Pukul 12.00 WIB memberikan insulin actrapid 5 iu sebelum makan. Kolaborasi
dengan ahli diet, klien mendapatkan diet diabetes melitus 2100 kalori.
Pukul 17.30 WIB memberikan terapi insulin, klien mendapatkan actrapid 5 iu.
Pukul 21.00 WIB memberikan terapi insulin insulaktad (oleh perawat
ruangan), mendapatkan insulaktad 5 iu.
Evaluasi
Tanggal 23 Juli 2008
Pukul 07.30 WIB
S : Klien mengatakan menghabiskan 1 porsi makanannya
O : Berat badan klien tidak dapat dikaji, klien tampak menghabiskan
1 porsi makanannya. Nilai hasil laboratorium tanggal 19 Juli 2008 Hb = 9,9
g/dl (N : 13,2 – 17,3 g/dl), tanggal 21 Juli 2008 : Albumin : 2,50 g/dl (N
: 3,40 – 4,80 g/dl), tanggal 23 Juli 2008 GDS : 105 mg/dl (70 – 140 mg/dl).
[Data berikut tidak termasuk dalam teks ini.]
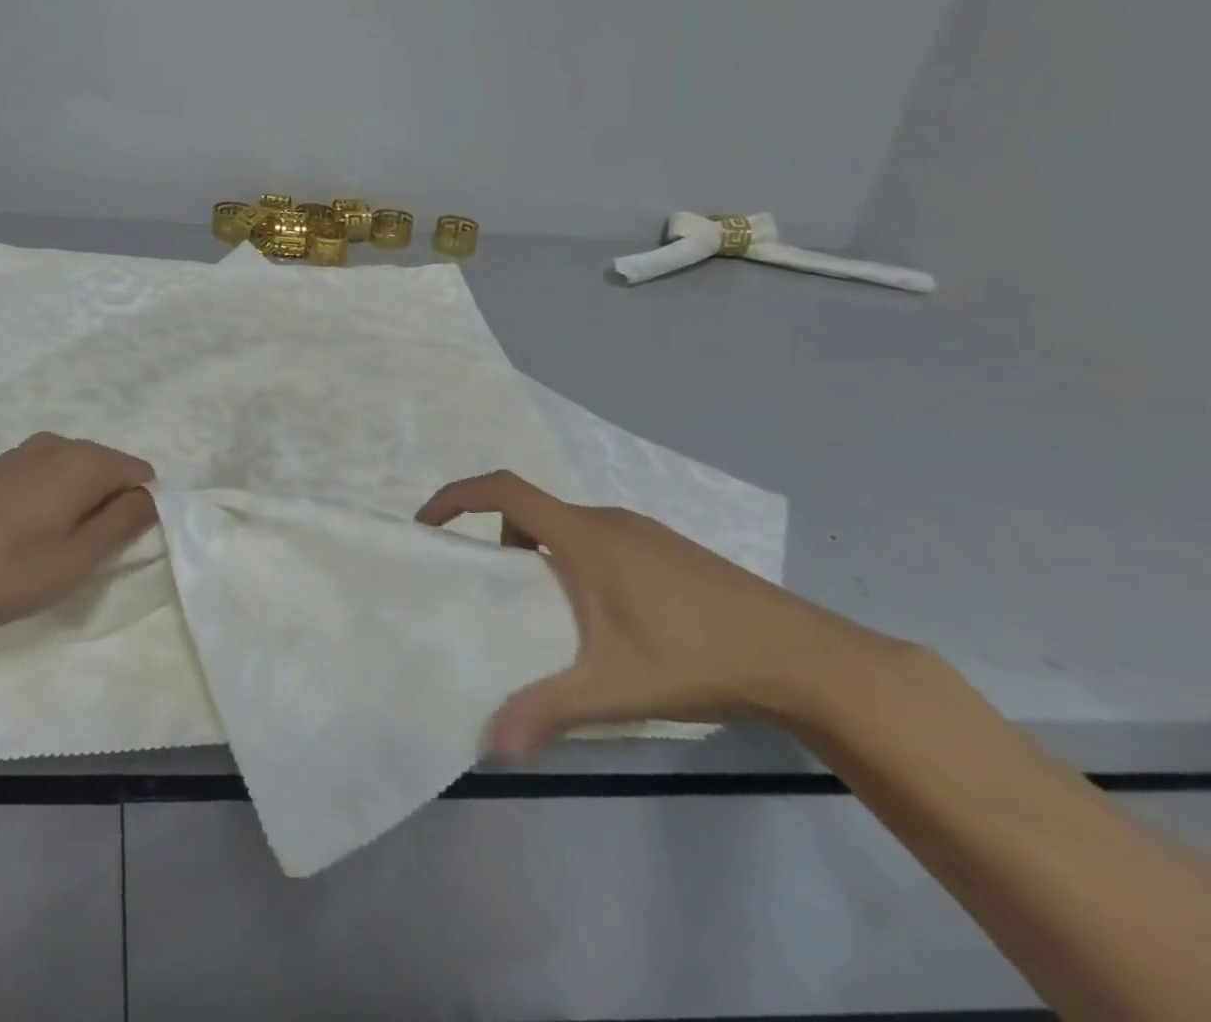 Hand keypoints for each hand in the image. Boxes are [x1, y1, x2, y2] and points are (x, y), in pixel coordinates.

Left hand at [0, 433, 156, 632]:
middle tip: (84, 553)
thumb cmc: (8, 570)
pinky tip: (24, 534)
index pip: (141, 473)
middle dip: (108, 505)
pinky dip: (50, 499)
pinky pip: (46, 475)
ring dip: (78, 504)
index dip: (138, 511)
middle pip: (108, 469)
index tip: (116, 547)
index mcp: (85, 461)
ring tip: (52, 547)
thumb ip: (125, 521)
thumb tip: (151, 496)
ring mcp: (24, 451)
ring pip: (76, 473)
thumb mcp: (79, 557)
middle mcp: (59, 444)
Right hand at [417, 471, 906, 757]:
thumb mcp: (614, 687)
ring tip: (546, 615)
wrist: (805, 659)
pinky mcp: (666, 549)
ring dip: (539, 554)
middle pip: (531, 511)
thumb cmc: (697, 658)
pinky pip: (598, 540)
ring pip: (567, 527)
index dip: (457, 497)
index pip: (504, 490)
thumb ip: (548, 709)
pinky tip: (604, 621)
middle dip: (497, 541)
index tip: (429, 524)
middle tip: (491, 592)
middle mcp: (608, 520)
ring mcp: (642, 531)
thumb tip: (492, 743)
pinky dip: (574, 561)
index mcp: (584, 535) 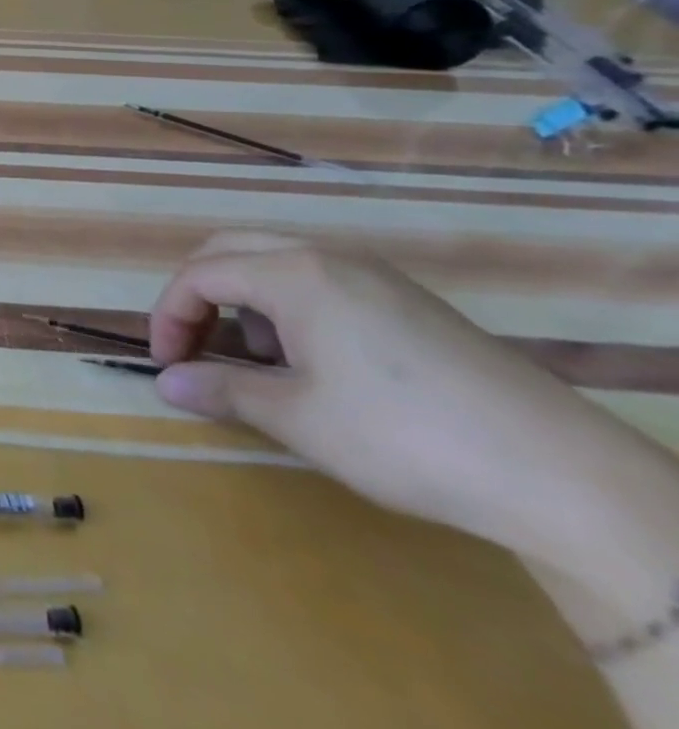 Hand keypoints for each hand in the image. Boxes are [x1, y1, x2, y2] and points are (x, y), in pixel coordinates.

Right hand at [148, 232, 674, 571]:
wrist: (564, 476)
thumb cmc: (403, 436)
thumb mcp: (298, 417)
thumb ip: (221, 390)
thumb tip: (164, 383)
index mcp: (293, 273)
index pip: (199, 275)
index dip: (169, 316)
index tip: (166, 364)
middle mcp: (329, 257)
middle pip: (230, 252)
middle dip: (198, 297)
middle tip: (192, 349)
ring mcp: (375, 276)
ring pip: (276, 263)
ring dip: (243, 302)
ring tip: (256, 362)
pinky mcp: (409, 302)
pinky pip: (321, 282)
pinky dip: (288, 308)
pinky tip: (314, 363) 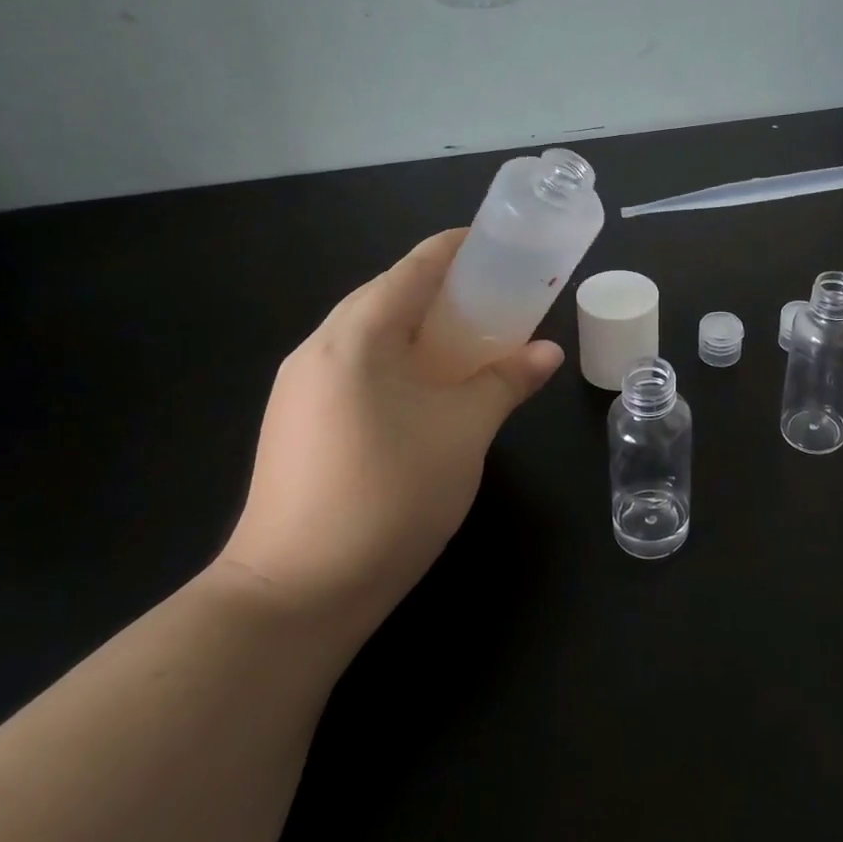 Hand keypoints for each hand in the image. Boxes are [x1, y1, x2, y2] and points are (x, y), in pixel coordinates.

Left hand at [219, 230, 563, 644]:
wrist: (296, 593)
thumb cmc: (390, 494)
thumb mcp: (465, 431)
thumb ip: (507, 381)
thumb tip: (547, 351)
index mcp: (356, 336)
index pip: (414, 268)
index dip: (458, 250)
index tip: (502, 248)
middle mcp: (318, 348)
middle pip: (387, 295)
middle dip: (443, 290)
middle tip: (497, 301)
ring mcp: (298, 387)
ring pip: (368, 334)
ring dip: (419, 327)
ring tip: (468, 342)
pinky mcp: (295, 421)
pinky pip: (354, 367)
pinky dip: (396, 360)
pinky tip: (425, 390) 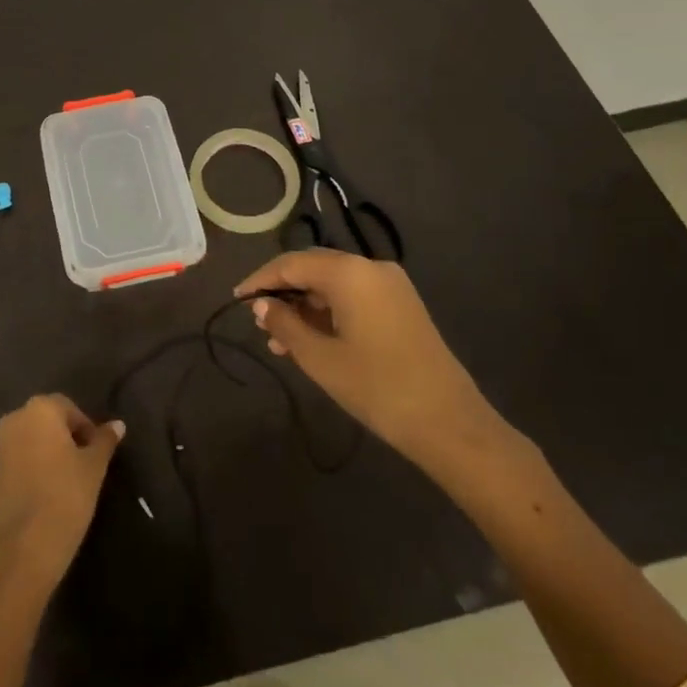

A : Resiko perubahan nutrisi kurang dari kebutuhan tubuh
berhubungan dengan ketidakcukupan insulin untuk transport glukosa ke dalam
sel.
P : Intervensi
Observasi status nutrisi klien.
Auskultasi bising usus, catat adanya nyeri abdomen / perut kembung, mual
muntah.
Timbang berat badan sesuai indikasi.
Beri makanan porsi kecil tapi sering.
Pantau pemeriksaan laboratorium seperti glukosa darah, aseton, pH, HCO3,
Hb, albumin.
Berikan pengobatan insulin secara teratur.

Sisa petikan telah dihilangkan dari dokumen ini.